## PROBLEM TO WORK ON:
Count all lines holding "Pannzaunweg" in the data below and say the number, nothing more.

::: WORKING DATA

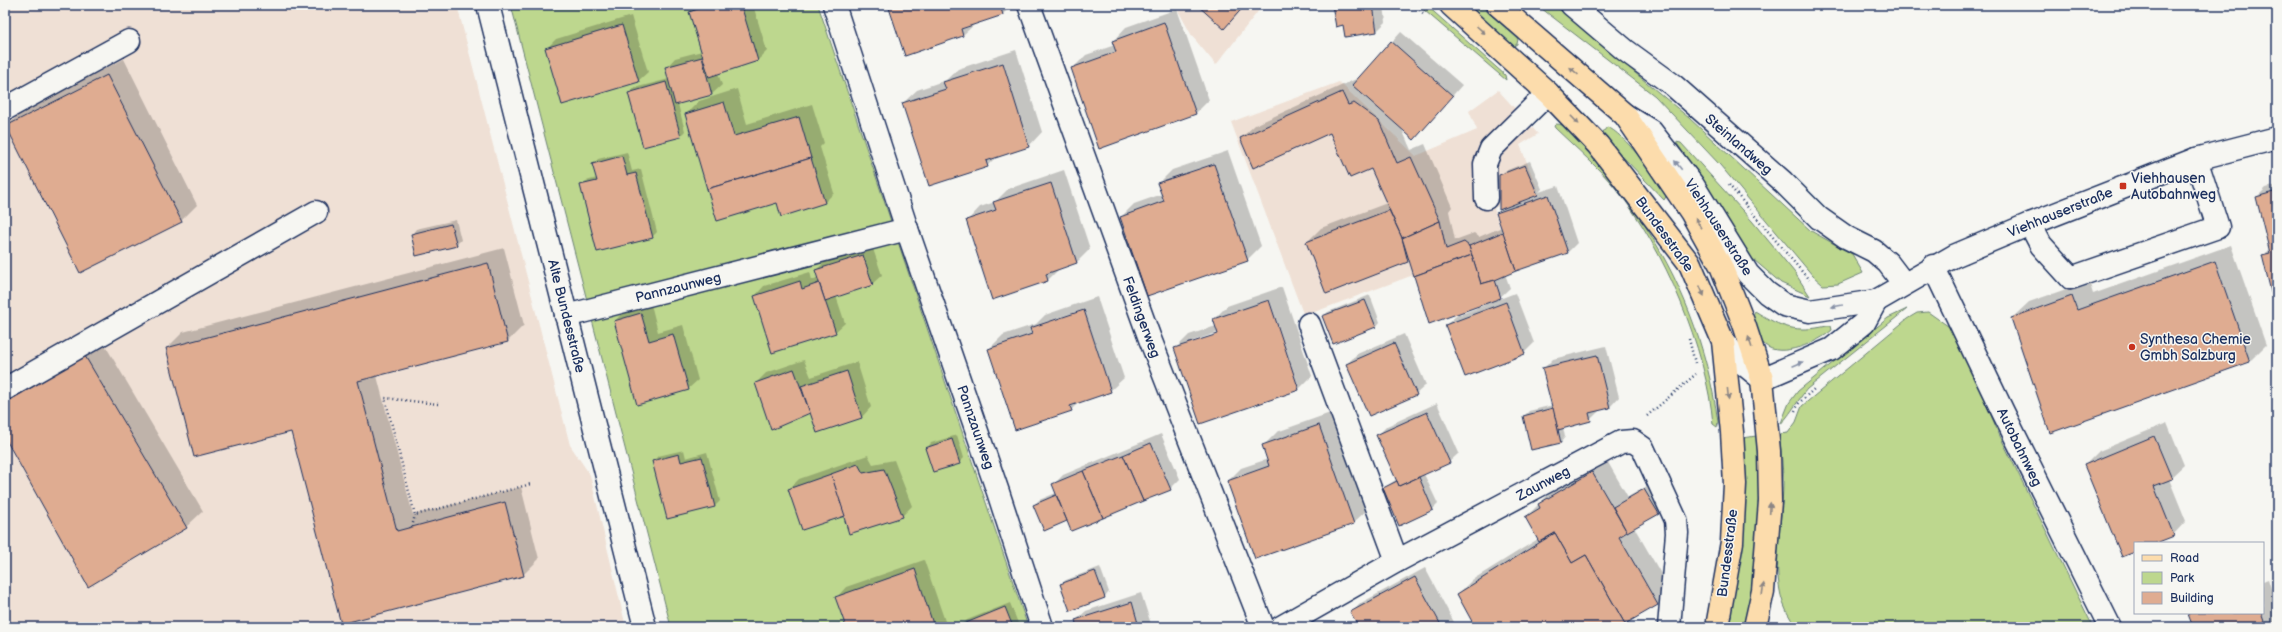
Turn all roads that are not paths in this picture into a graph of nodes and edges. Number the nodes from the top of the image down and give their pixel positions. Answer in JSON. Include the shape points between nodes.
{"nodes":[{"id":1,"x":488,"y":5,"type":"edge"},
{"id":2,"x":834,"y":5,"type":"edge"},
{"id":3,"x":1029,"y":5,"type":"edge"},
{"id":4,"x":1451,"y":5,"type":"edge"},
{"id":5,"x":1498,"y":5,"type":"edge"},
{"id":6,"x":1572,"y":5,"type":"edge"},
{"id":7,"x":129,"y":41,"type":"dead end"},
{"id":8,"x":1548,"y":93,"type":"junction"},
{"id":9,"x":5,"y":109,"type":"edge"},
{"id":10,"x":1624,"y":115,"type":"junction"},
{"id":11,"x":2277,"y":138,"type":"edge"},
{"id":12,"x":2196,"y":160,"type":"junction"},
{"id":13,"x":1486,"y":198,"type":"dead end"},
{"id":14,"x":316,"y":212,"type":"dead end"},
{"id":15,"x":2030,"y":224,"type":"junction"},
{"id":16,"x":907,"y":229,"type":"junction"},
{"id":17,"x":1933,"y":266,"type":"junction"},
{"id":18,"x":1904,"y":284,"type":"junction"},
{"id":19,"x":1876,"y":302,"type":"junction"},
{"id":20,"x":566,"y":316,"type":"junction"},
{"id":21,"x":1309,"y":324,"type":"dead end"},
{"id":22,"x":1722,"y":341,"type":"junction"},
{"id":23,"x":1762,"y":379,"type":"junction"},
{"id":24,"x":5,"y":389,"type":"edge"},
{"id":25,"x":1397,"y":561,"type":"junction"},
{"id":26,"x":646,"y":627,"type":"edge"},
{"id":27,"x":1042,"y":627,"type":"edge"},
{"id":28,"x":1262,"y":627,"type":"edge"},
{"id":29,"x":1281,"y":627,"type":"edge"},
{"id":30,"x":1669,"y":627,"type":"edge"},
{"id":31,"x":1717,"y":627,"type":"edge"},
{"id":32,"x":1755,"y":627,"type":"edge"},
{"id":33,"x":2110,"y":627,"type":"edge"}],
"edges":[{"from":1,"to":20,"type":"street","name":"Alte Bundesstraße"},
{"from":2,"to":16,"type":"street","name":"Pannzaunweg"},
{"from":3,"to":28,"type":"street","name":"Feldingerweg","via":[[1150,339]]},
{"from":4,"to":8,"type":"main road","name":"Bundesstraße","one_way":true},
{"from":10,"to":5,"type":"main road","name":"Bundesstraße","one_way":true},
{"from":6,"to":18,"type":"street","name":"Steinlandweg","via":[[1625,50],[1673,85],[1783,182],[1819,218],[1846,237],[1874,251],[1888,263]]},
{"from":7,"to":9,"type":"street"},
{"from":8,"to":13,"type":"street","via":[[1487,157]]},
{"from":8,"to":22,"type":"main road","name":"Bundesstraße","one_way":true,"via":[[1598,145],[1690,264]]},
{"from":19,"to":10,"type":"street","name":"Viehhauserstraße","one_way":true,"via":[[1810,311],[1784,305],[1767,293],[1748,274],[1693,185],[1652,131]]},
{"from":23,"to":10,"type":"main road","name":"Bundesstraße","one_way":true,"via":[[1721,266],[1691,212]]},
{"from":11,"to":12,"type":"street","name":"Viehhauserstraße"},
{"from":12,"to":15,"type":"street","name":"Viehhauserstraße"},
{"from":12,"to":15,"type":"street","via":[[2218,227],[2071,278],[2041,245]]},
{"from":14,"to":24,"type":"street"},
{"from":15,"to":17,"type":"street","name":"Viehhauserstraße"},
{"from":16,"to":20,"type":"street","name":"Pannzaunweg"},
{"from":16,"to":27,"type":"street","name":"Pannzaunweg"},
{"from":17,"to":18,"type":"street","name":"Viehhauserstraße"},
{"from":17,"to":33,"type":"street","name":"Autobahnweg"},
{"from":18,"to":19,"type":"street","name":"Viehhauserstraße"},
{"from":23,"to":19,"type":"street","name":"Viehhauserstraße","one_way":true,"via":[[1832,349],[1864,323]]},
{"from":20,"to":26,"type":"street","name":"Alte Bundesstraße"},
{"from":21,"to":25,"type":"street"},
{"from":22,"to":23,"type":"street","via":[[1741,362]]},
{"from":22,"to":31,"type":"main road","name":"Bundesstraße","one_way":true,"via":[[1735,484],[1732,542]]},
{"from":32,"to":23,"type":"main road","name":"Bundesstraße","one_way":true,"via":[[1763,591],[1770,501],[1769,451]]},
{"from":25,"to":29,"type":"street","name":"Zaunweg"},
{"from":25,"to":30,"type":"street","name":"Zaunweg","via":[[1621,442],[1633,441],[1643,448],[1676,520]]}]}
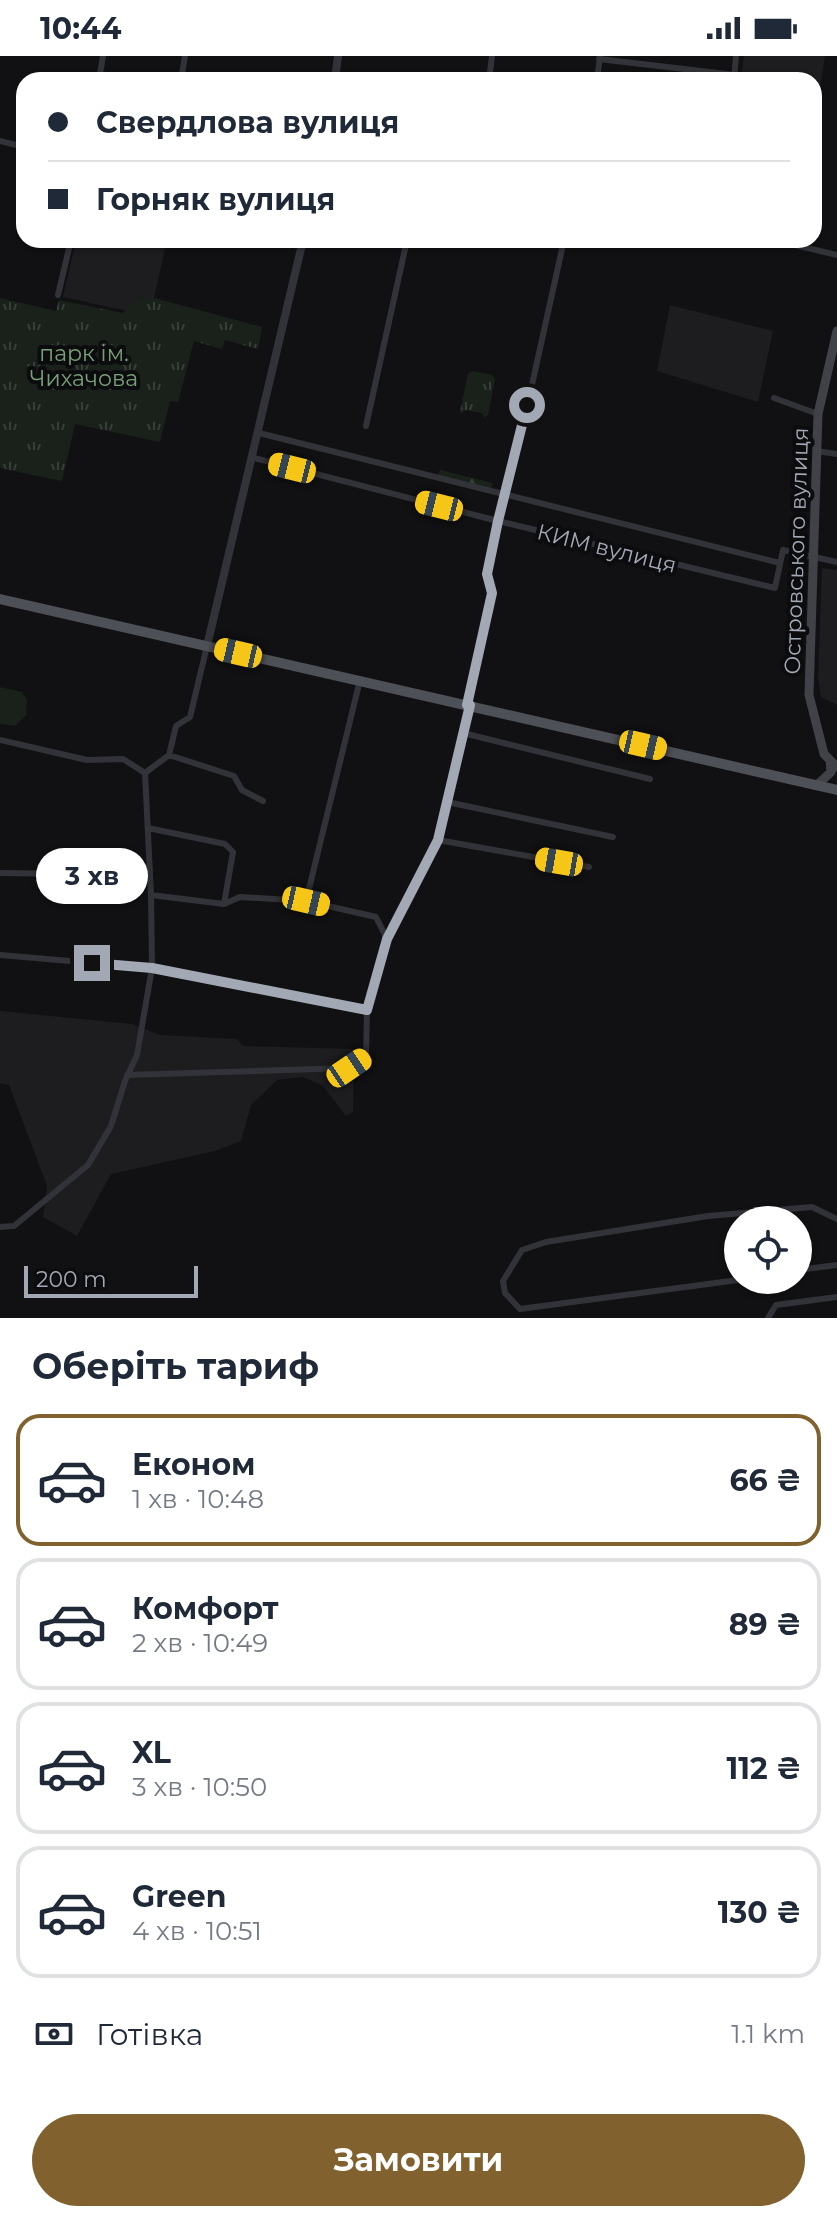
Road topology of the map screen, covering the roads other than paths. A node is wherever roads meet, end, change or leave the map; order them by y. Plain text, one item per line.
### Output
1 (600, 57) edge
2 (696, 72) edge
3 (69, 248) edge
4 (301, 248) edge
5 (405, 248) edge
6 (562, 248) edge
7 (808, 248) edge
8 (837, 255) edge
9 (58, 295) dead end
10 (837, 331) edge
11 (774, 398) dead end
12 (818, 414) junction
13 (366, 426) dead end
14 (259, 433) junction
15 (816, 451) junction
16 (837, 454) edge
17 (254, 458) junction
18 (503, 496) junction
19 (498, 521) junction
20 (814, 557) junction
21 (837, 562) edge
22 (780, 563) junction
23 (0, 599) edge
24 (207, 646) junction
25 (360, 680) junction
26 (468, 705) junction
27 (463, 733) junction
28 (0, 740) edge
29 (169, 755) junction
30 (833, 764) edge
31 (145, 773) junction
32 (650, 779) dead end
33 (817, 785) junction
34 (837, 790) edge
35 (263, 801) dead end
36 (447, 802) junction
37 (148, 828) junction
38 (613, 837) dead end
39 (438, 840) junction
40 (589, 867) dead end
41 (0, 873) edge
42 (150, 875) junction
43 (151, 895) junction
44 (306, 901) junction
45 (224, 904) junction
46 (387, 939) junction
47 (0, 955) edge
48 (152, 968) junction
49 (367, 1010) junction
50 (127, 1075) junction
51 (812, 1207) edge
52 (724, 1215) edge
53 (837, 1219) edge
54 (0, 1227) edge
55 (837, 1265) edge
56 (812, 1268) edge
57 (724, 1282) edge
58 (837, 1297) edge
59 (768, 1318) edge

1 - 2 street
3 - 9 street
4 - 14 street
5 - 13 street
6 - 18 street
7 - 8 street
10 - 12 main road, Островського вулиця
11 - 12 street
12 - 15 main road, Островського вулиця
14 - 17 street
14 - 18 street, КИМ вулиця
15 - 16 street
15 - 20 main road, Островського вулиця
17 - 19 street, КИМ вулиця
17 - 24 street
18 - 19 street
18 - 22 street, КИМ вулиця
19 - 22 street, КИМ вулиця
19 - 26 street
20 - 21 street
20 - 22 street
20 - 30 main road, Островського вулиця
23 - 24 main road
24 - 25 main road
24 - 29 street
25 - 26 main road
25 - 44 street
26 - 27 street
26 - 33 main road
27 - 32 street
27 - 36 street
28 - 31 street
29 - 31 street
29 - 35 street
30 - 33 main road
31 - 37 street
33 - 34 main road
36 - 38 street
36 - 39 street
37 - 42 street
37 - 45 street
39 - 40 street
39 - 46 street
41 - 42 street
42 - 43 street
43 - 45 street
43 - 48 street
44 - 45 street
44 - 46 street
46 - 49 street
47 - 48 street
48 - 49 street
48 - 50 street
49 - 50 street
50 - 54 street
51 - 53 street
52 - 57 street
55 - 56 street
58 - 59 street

::::::

## PROBLEM SOLUTION:
3